- _Task item_:
The entries that follow are to be duplicated in full, character for character.

Content starts

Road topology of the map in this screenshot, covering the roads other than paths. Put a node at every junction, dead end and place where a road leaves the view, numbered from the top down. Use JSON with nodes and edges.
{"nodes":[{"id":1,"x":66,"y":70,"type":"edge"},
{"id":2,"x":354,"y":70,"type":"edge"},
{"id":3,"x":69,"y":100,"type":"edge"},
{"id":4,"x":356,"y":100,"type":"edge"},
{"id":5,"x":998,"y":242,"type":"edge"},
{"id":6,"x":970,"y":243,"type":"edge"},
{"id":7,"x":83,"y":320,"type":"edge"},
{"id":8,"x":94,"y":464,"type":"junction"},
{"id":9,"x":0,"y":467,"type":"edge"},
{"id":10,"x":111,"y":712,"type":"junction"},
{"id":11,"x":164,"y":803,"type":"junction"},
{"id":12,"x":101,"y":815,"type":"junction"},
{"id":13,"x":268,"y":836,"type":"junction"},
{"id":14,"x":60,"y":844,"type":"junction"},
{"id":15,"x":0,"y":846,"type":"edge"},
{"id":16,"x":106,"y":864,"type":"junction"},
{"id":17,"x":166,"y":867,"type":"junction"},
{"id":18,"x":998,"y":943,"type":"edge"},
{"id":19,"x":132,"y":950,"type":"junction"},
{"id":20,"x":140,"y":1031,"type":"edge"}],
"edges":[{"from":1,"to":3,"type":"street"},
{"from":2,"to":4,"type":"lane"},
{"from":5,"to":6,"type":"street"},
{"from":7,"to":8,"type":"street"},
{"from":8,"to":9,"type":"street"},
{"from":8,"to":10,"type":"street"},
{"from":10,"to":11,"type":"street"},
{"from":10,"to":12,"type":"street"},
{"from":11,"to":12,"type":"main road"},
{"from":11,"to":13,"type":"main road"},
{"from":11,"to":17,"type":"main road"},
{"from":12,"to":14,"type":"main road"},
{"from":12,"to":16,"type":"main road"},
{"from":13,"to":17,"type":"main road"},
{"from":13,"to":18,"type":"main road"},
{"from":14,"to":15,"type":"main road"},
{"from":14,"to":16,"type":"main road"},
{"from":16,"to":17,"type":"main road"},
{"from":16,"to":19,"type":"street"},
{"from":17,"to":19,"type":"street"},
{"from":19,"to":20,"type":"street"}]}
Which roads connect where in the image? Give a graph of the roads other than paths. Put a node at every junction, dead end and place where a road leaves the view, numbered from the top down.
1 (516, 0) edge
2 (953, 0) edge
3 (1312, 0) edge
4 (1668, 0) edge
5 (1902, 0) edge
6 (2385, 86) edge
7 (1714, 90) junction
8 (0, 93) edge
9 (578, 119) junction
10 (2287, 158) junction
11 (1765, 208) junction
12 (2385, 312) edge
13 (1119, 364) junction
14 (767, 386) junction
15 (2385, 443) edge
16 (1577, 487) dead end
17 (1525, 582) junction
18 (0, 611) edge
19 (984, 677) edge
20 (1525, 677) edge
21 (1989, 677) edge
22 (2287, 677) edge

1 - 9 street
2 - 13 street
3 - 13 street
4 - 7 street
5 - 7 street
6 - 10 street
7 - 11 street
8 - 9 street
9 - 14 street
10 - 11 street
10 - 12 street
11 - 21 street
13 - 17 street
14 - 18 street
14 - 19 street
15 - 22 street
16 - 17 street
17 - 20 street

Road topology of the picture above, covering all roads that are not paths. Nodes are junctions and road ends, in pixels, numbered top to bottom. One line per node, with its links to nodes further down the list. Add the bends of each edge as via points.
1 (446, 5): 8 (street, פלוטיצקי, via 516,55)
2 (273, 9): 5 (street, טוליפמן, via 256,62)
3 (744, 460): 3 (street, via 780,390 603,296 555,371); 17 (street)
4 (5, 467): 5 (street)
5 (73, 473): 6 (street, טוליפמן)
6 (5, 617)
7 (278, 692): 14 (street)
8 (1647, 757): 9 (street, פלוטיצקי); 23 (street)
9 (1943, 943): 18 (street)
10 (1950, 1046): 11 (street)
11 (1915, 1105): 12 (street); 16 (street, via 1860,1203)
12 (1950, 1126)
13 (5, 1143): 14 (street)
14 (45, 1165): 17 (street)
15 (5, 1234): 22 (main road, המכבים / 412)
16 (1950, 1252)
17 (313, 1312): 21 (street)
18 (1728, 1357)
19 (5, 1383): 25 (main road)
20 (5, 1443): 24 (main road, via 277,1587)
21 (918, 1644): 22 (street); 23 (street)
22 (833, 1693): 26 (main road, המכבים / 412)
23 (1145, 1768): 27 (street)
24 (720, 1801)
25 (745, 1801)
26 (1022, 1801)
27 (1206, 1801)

Content ends

- _Problem solution_:
Road topology of the map in this screenshot, covering the roads other than paths. Put a node at every junction, dead end and place where a road leaves the view, numbered from the top down. Use JSON with nodes and edges.
{"nodes":[{"id":1,"x":66,"y":70,"type":"edge"},
{"id":2,"x":354,"y":70,"type":"edge"},
{"id":3,"x":69,"y":100,"type":"edge"},
{"id":4,"x":356,"y":100,"type":"edge"},
{"id":5,"x":998,"y":242,"type":"edge"},
{"id":6,"x":970,"y":243,"type":"edge"},
{"id":7,"x":83,"y":320,"type":"edge"},
{"id":8,"x":94,"y":464,"type":"junction"},
{"id":9,"x":0,"y":467,"type":"edge"},
{"id":10,"x":111,"y":712,"type":"junction"},
{"id":11,"x":164,"y":803,"type":"junction"},
{"id":12,"x":101,"y":815,"type":"junction"},
{"id":13,"x":268,"y":836,"type":"junction"},
{"id":14,"x":60,"y":844,"type":"junction"},
{"id":15,"x":0,"y":846,"type":"edge"},
{"id":16,"x":106,"y":864,"type":"junction"},
{"id":17,"x":166,"y":867,"type":"junction"},
{"id":18,"x":998,"y":943,"type":"edge"},
{"id":19,"x":132,"y":950,"type":"junction"},
{"id":20,"x":140,"y":1031,"type":"edge"}],
"edges":[{"from":1,"to":3,"type":"street"},
{"from":2,"to":4,"type":"lane"},
{"from":5,"to":6,"type":"street"},
{"from":7,"to":8,"type":"street"},
{"from":8,"to":9,"type":"street"},
{"from":8,"to":10,"type":"street"},
{"from":10,"to":11,"type":"street"},
{"from":10,"to":12,"type":"street"},
{"from":11,"to":12,"type":"main road"},
{"from":11,"to":13,"type":"main road"},
{"from":11,"to":17,"type":"main road"},
{"from":12,"to":14,"type":"main road"},
{"from":12,"to":16,"type":"main road"},
{"from":13,"to":17,"type":"main road"},
{"from":13,"to":18,"type":"main road"},
{"from":14,"to":15,"type":"main road"},
{"from":14,"to":16,"type":"main road"},
{"from":16,"to":17,"type":"main road"},
{"from":16,"to":19,"type":"street"},
{"from":17,"to":19,"type":"street"},
{"from":19,"to":20,"type":"street"}]}
Which roads connect where in the image? Give a graph of the roads other than paths. Put a node at every junction, dead end and place where a road leaves the view, numbered from the top down.
1 (516, 0) edge
2 (953, 0) edge
3 (1312, 0) edge
4 (1668, 0) edge
5 (1902, 0) edge
6 (2385, 86) edge
7 (1714, 90) junction
8 (0, 93) edge
9 (578, 119) junction
10 (2287, 158) junction
11 (1765, 208) junction
12 (2385, 312) edge
13 (1119, 364) junction
14 (767, 386) junction
15 (2385, 443) edge
16 (1577, 487) dead end
17 (1525, 582) junction
18 (0, 611) edge
19 (984, 677) edge
20 (1525, 677) edge
21 (1989, 677) edge
22 (2287, 677) edge

1 - 9 street
2 - 13 street
3 - 13 street
4 - 7 street
5 - 7 street
6 - 10 street
7 - 11 street
8 - 9 street
9 - 14 street
10 - 11 street
10 - 12 street
11 - 21 street
13 - 17 street
14 - 18 street
14 - 19 street
15 - 22 street
16 - 17 street
17 - 20 street

Road topology of the picture above, covering all roads that are not paths. Nodes are junctions and road ends, in pixels, numbered top to bottom. One line per node, with its links to nodes further down the list. Add the bends of each edge as via points.
1 (446, 5): 8 (street, פלוטיצקי, via 516,55)
2 (273, 9): 5 (street, טוליפמן, via 256,62)
3 (744, 460): 3 (street, via 780,390 603,296 555,371); 17 (street)
4 (5, 467): 5 (street)
5 (73, 473): 6 (street, טוליפמן)
6 (5, 617)
7 (278, 692): 14 (street)
8 (1647, 757): 9 (street, פלוטיצקי); 23 (street)
9 (1943, 943): 18 (street)
10 (1950, 1046): 11 (street)
11 (1915, 1105): 12 (street); 16 (street, via 1860,1203)
12 (1950, 1126)
13 (5, 1143): 14 (street)
14 (45, 1165): 17 (street)
15 (5, 1234): 22 (main road, המכבים / 412)
16 (1950, 1252)
17 (313, 1312): 21 (street)
18 (1728, 1357)
19 (5, 1383): 25 (main road)
20 (5, 1443): 24 (main road, via 277,1587)
21 (918, 1644): 22 (street); 23 (street)
22 (833, 1693): 26 (main road, המכבים / 412)
23 (1145, 1768): 27 (street)
24 (720, 1801)
25 (745, 1801)
26 (1022, 1801)
27 (1206, 1801)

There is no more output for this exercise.